#### [PROBLEM TO WORK ON]
Could every line below be written out exactly as it appears?

#### [RAW DATA]
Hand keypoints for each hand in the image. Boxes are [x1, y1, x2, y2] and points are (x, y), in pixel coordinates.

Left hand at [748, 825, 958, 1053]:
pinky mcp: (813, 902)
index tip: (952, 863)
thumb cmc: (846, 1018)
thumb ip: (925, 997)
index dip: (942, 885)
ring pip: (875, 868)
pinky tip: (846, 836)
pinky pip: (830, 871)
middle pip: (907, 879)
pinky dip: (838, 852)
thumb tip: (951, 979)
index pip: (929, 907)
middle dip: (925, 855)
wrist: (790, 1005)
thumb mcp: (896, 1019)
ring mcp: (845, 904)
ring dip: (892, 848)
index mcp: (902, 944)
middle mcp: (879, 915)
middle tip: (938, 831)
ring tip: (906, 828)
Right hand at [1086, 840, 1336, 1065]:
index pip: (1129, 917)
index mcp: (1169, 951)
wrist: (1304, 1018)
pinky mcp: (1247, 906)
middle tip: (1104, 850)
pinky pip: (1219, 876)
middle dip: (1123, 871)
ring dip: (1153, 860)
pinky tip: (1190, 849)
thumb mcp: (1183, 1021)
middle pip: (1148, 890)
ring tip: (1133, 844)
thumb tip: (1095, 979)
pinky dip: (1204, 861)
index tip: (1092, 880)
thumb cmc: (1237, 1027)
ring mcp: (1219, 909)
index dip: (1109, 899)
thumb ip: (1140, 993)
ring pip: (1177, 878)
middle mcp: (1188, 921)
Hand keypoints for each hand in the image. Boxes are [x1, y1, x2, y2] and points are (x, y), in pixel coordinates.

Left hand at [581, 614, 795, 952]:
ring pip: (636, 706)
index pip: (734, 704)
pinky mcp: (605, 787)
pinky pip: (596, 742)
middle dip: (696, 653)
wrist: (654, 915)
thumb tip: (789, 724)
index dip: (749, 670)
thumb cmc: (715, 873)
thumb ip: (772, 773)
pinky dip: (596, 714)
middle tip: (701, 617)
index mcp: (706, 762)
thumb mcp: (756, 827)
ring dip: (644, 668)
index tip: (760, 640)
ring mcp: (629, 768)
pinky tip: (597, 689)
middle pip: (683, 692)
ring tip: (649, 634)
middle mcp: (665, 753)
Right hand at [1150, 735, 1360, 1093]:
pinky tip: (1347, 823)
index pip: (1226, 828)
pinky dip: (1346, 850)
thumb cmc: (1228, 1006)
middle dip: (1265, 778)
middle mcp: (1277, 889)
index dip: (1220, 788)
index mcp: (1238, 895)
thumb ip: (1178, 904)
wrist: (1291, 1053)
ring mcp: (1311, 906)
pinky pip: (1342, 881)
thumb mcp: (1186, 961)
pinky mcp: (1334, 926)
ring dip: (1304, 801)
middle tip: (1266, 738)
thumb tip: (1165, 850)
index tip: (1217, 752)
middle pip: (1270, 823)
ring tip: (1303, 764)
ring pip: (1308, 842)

#### [SOLUTION TO THE PROBLEM]
Hand keypoints for each hand in the image. Boxes are [x1, y1, x2, y2] and points are (x, y), in pixel coordinates.

Left hand at [748, 825, 958, 1053]:
pinky mcp: (813, 902)
index tip: (952, 863)
thumb cmc: (846, 1018)
thumb ip: (925, 997)
index dip: (942, 885)
ring pip: (875, 868)
pinky tip: (846, 836)
pinky pip: (830, 871)
middle pip: (907, 879)
pinky dip: (838, 852)
thumb tip: (951, 979)
index pip: (929, 907)
middle dip: (925, 855)
wrist: (790, 1005)
thumb mcp: (896, 1019)
ring mcp: (845, 904)
ring dip: (892, 848)
index mcp: (902, 944)
middle mcp: (879, 915)
middle tip: (938, 831)
ring tip: (906, 828)
Right hand at [1086, 840, 1336, 1065]:
index pip: (1129, 917)
index mcp: (1169, 951)
wrist: (1304, 1018)
pinky mcp: (1247, 906)
middle tip: (1104, 850)
pinky pip: (1219, 876)
middle dip: (1123, 871)
ring dip: (1153, 860)
pinky tip: (1190, 849)
thumb mcp: (1183, 1021)
middle pip: (1148, 890)
ring tip: (1133, 844)
thumb tip: (1095, 979)
pinky dip: (1204, 861)
index tip: (1092, 880)
thumb cmc: (1237, 1027)
ring mcp: (1219, 909)
index dip: (1109, 899)
thumb ip: (1140, 993)
ring pip: (1177, 878)
middle mcp: (1188, 921)
Hand keypoints for each hand in the image. Boxes are [x1, y1, x2, y2] and points are (x, y), in pixel coordinates.

Left hand at [581, 614, 795, 952]:
ring pip: (636, 706)
index pip: (734, 704)
pinky mcp: (605, 787)
pinky pip: (596, 742)
middle dip: (696, 653)
wrist: (654, 915)
thumb tip: (789, 724)
index dip: (749, 670)
thumb cmc: (715, 873)
thumb ip: (772, 773)
pinky dip: (596, 714)
middle tip: (701, 617)
index mcp: (706, 762)
thumb mcp: (756, 827)
ring dip: (644, 668)
index tip: (760, 640)
ring mcp: (629, 768)
pinky tip: (597, 689)
middle pip: (683, 692)
ring tip: (649, 634)
middle mcp: (665, 753)
Right hand at [1150, 735, 1360, 1093]:
pinky tip: (1347, 823)
index pip: (1226, 828)
pinky dip: (1346, 850)
thumb cmc: (1228, 1006)
middle dip: (1265, 778)
middle mcp: (1277, 889)
index dip: (1220, 788)
index mcp: (1238, 895)
thumb ip: (1178, 904)
wrist: (1291, 1053)
ring mcp: (1311, 906)
pinky pip: (1342, 881)
thumb mcp: (1186, 961)
pinky mcp: (1334, 926)
ring dip: (1304, 801)
middle tip: (1266, 738)
thumb tip: (1165, 850)
index tip: (1217, 752)
middle pip: (1270, 823)
ring tip: (1303, 764)
ring pip: (1308, 842)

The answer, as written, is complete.